((

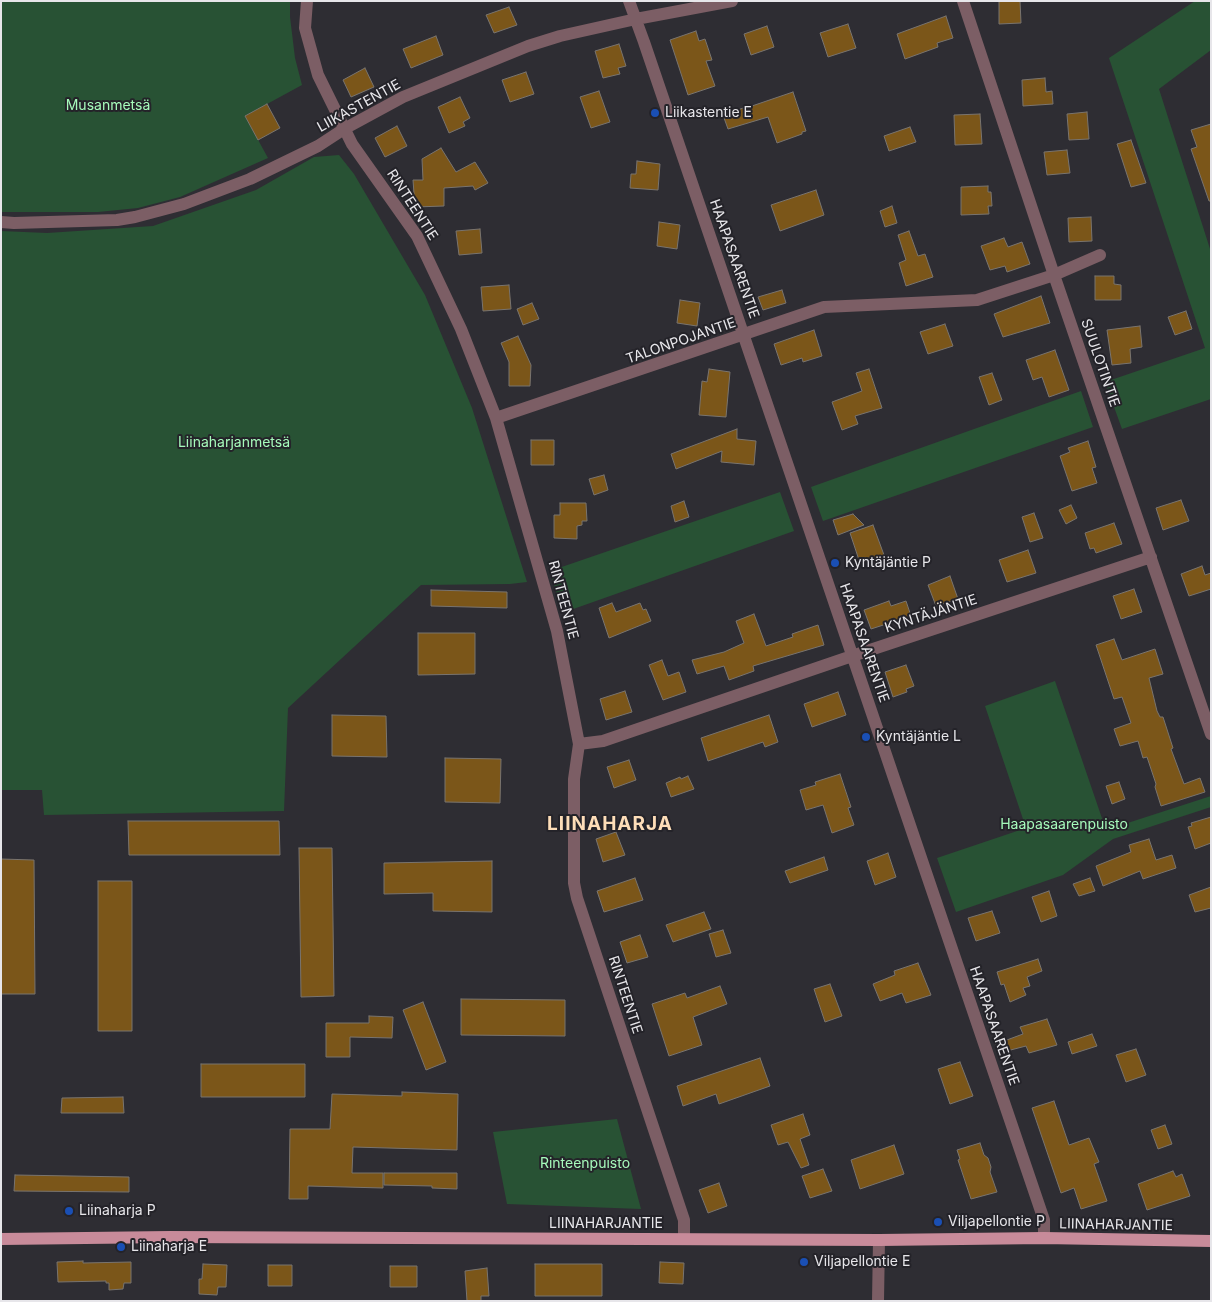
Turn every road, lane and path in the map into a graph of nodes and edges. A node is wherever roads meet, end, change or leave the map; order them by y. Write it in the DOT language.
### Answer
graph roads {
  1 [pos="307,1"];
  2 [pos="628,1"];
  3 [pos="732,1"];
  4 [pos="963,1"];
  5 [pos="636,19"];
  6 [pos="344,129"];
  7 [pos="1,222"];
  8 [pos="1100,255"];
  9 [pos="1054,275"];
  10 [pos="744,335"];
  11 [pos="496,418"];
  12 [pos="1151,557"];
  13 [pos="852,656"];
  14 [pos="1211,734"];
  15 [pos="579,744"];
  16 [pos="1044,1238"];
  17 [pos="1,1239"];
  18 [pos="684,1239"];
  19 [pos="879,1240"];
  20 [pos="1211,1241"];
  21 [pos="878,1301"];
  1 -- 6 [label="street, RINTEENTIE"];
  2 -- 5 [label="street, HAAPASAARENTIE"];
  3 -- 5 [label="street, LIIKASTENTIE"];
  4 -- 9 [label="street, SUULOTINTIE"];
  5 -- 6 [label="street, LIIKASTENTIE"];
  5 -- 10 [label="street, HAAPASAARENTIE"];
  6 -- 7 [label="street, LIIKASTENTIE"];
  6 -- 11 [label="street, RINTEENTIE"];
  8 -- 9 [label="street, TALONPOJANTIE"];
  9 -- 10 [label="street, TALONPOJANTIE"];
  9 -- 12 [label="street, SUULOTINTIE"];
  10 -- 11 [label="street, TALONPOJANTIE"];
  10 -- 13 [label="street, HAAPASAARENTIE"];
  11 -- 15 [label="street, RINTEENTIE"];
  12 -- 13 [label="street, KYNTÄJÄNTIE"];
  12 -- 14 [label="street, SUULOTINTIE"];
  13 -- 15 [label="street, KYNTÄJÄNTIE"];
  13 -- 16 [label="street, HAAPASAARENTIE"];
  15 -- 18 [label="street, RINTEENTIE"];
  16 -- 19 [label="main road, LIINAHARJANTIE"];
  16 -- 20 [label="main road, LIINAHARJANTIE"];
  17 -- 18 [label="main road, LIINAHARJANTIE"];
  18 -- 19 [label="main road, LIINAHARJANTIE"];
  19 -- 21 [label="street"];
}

))

Exercise brief
State how many lines of the records above hold the word "KYNTÄJÄNTIE", adding nothing beyond the number.

Expected output
2